• Activity: Your task is to find every line of the data that holds the string "SUÁREZ" and copy it.

Collected data:
● ● ● ●

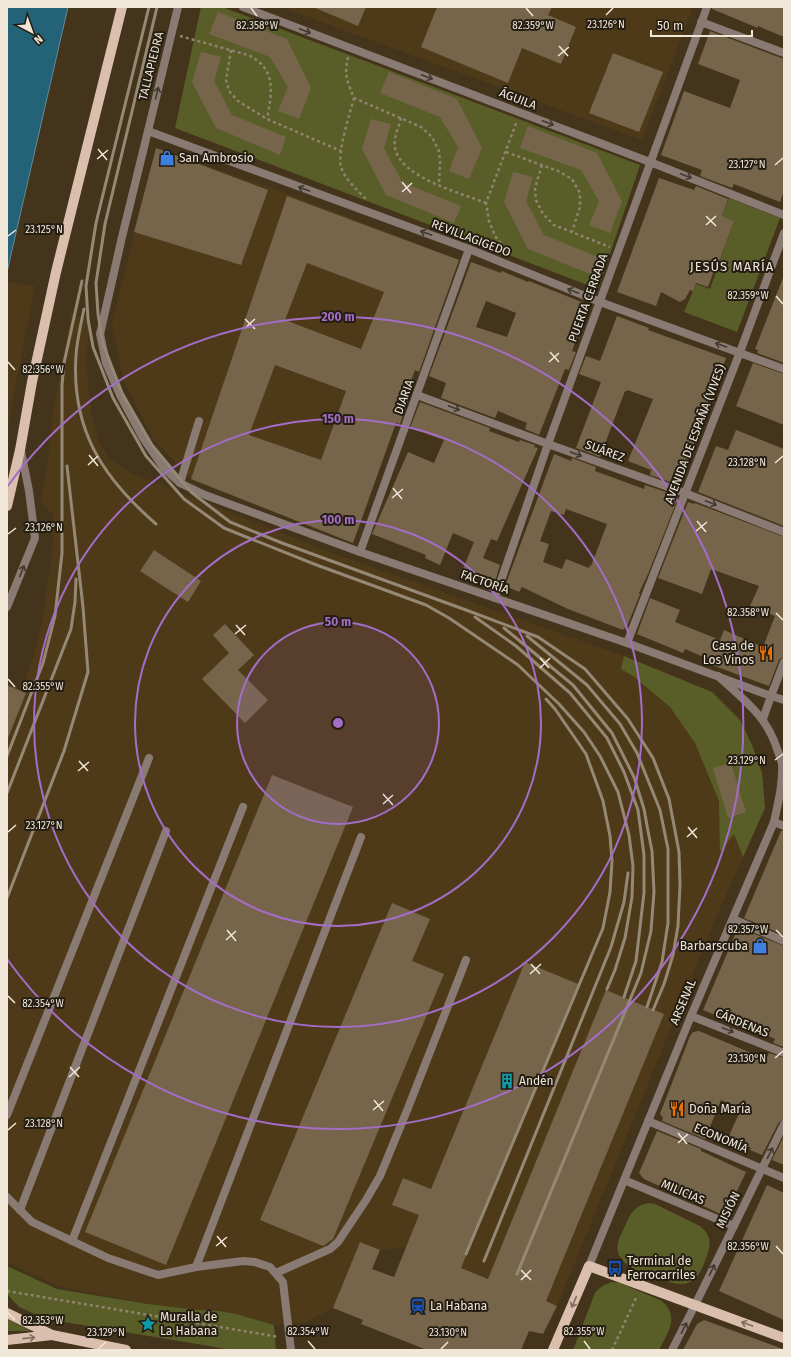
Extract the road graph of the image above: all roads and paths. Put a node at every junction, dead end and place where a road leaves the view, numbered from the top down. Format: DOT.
graph roads {
  1 [pos="122,7"];
  2 [pos="178,7"];
  3 [pos="243,7"];
  4 [pos="707,7"];
  5 [pos="701,22"];
  6 [pos="172,34"];
  7 [pos="350,48"];
  8 [pos="231,50"];
  9 [pos="784,53"];
  10 [pos="354,98"];
  11 [pos="520,113"];
  12 [pos="401,118"];
  13 [pos="267,119"];
  14 [pos="148,131"];
  15 [pos="341,151"];
  16 [pos="506,152"];
  17 [pos="650,162"];
  18 [pos="542,165"];
  19 [pos="439,184"];
  20 [pos="486,202"];
  21 [pos="369,203"];
  22 [pos="784,215"];
  23 [pos="572,232"];
  24 [pos="784,233"];
  25 [pos="469,249"];
  26 [pos="618,251"];
  27 [pos="510,256"];
  28 [pos="600,302"];
  29 [pos="740,352"];
  30 [pos="784,369"];
  31 [pos="417,395"];
  32 [pos="199,421"];
  33 [pos="548,444"];
  34 [pos="20,450"];
  35 [pos="180,483"];
  36 [pos="685,492"];
  37 [pos="7,506"];
  38 [pos="784,532"];
  39 [pos="360,552"];
  40 [pos="495,598"];
  41 [pos="7,607"];
  42 [pos="627,643"];
  43 [pos="784,662"];
  44 [pos="718,676"];
  45 [pos="771,696"];
  46 [pos="784,700"];
  47 [pos="763,719"];
  48 [pos="149,758"];
  49 [pos="243,807"];
  50 [pos="774,822"];
  51 [pos="784,826"];
  52 [pos="166,831"];
  53 [pos="361,837"];
  54 [pos="733,919"];
  55 [pos="784,941"];
  56 [pos="466,960"];
  57 [pos="691,1016"];
  58 [pos="784,1053"];
  59 [pos="7,1115"];
  60 [pos="648,1121"];
  61 [pos="784,1124"];
  62 [pos="762,1169"];
  63 [pos="784,1178"];
  64 [pos="624,1180"];
  65 [pos="7,1197"];
  66 [pos="20,1210"];
  67 [pos="734,1226"];
  68 [pos="72,1241"];
  69 [pos="589,1266"];
  70 [pos="196,1267"];
  71 [pos="276,1273"];
  72 [pos="641,1285"];
  73 [pos="7,1291"];
  74 [pos="695,1305"];
  75 [pos="7,1313"];
  76 [pos="52,1335"];
  77 [pos="784,1338"];
  78 [pos="290,1339"];
  79 [pos="7,1340"];
  80 [pos="126,1350"];
  81 [pos="290,1350"];
  82 [pos="553,1350"];
  83 [pos="612,1350"];
  84 [pos="672,1350"];
  1 -- 34 [label="main road"];
  2 -- 6 [label="street, TALLAPIEDRA"];
  3 -- 7 [label="street, ÁGUILA, one-way"];
  4 -- 5 [label="street, PUERTA CERRADA"];
  5 -- 9 [label="street"];
  5 -- 17 [label="street, PUERTA CERRADA"];
  6 -- 8 [label="path"];
  14 -- 6 [label="street, TALLAPIEDRA, one-way"];
  7 -- 10 [label="path"];
  7 -- 11 [label="street, ÁGUILA, one-way"];
  8 -- 13 [label="path"];
  8 -- 13 [label="path"];
  10 -- 12 [label="path"];
  10 -- 15 [label="path"];
  11 -- 16 [label="path"];
  11 -- 17 [label="street, ÁGUILA, one-way"];
  12 -- 19 [label="path"];
  12 -- 19 [label="path"];
  13 -- 15 [label="path"];
  25 -- 14 [label="street, REVILLAGIGEDO, one-way"];
  14 -- 35 [label="street, TALLAPIEDRA"];
  15 -- 21 [label="path"];
  16 -- 18 [label="path"];
  16 -- 20 [label="path"];
  17 -- 22 [label="street, ÁGUILA, one-way"];
  17 -- 26 [label="street, PUERTA CERRADA"];
  18 -- 23 [label="path"];
  18 -- 23 [label="path"];
  19 -- 20 [label="path"];
  20 -- 27 [label="path"];
  23 -- 26 [label="path"];
  24 -- 29 [label="street, AVENIDA DE ESPAÑA (VIVES)"];
  28 -- 25 [label="street, REVILLAGIGEDO, one-way"];
  25 -- 31 [label="street, DIARIA"];
  26 -- 28 [label="street, PUERTA CERRADA"];
  29 -- 28 [label="street, REVILLAGIGEDO, one-way"];
  28 -- 33 [label="street, PUERTA CERRADA"];
  29 -- 30 [label="street, REVILLAGIGEDO"];
  29 -- 36 [label="street, AVENIDA DE ESPAÑA (VIVES)"];
  31 -- 33 [label="street, SUÁREZ, one-way"];
  31 -- 39 [label="street, DIARIA"];
  32 -- 35 [label="street"];
  33 -- 36 [label="street, SUÁREZ, one-way"];
  33 -- 40 [label="street, PUERTA CERRADA"];
  34 -- 37 [label="main road"];
  41 -- 34 [label="street, one-way"];
  35 -- 39 [label="street, FACTORÍA"];
  36 -- 38 [label="street, SUÁREZ, one-way"];
  36 -- 42 [label="street, AVENIDA DE ESPAÑA (VIVES)"];
  39 -- 40 [label="street, FACTORÍA"];
  40 -- 42 [label="street, FACTORÍA"];
  42 -- 44 [label="street, FACTORÍA"];
  43 -- 45 [label="street"];
  44 -- 45 [label="street, FACTORÍA"];
  44 -- 47 [label="street, ARSENAL"];
  45 -- 46 [label="street, FACTORÍA"];
  45 -- 47 [label="street"];
  47 -- 50 [label="street, ARSENAL"];
  48 -- 59 [label="street"];
  49 -- 68 [label="street"];
  50 -- 51 [label="street"];
  50 -- 54 [label="street, ARSENAL"];
  52 -- 66 [label="street"];
  53 -- 70 [label="street"];
  54 -- 55 [label="street"];
  54 -- 57 [label="street, ARSENAL"];
  56 -- 71 [label="street"];
  57 -- 58 [label="street, CÁRDENAS, one-way"];
  57 -- 60 [label="street, ARSENAL"];
  60 -- 62 [label="street, ECONOMÍA"];
  60 -- 64 [label="street, ARSENAL"];
  62 -- 61 [label="street, MISIÓN, one-way"];
  62 -- 63 [label="street, ECONOMÍA"];
  62 -- 67 [label="street, MISIÓN"];
  64 -- 67 [label="street, MILICIAS"];
  64 -- 69 [label="street, ARSENAL"];
  65 -- 66 [label="street"];
  66 -- 68 [label="street"];
  74 -- 67 [label="street, MISIÓN, one-way"];
  68 -- 70 [label="street"];
  69 -- 72 [label="main road"];
  69 -- 82 [label="main road, ARSENAL, one-way"];
  70 -- 71 [label="street"];
  71 -- 78 [label="street"];
  72 -- 74 [label="main road"];
  72 -- 83 [label="path"];
  73 -- 78 [label="path"];
  77 -- 74 [label="main road, one-way"];
  84 -- 74 [label="street, MISIÓN, one-way"];
  75 -- 76 [label="main road"];
  79 -- 76 [label="main road, one-way"];
  76 -- 80 [label="main road"];
  78 -- 81 [label="street"];
}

● ● ● ●

• Task output:
  31 -- 33 [label="street, SUÁREZ, one-way"];
  33 -- 36 [label="street, SUÁREZ, one-way"];
  36 -- 38 [label="street, SUÁREZ, one-way"];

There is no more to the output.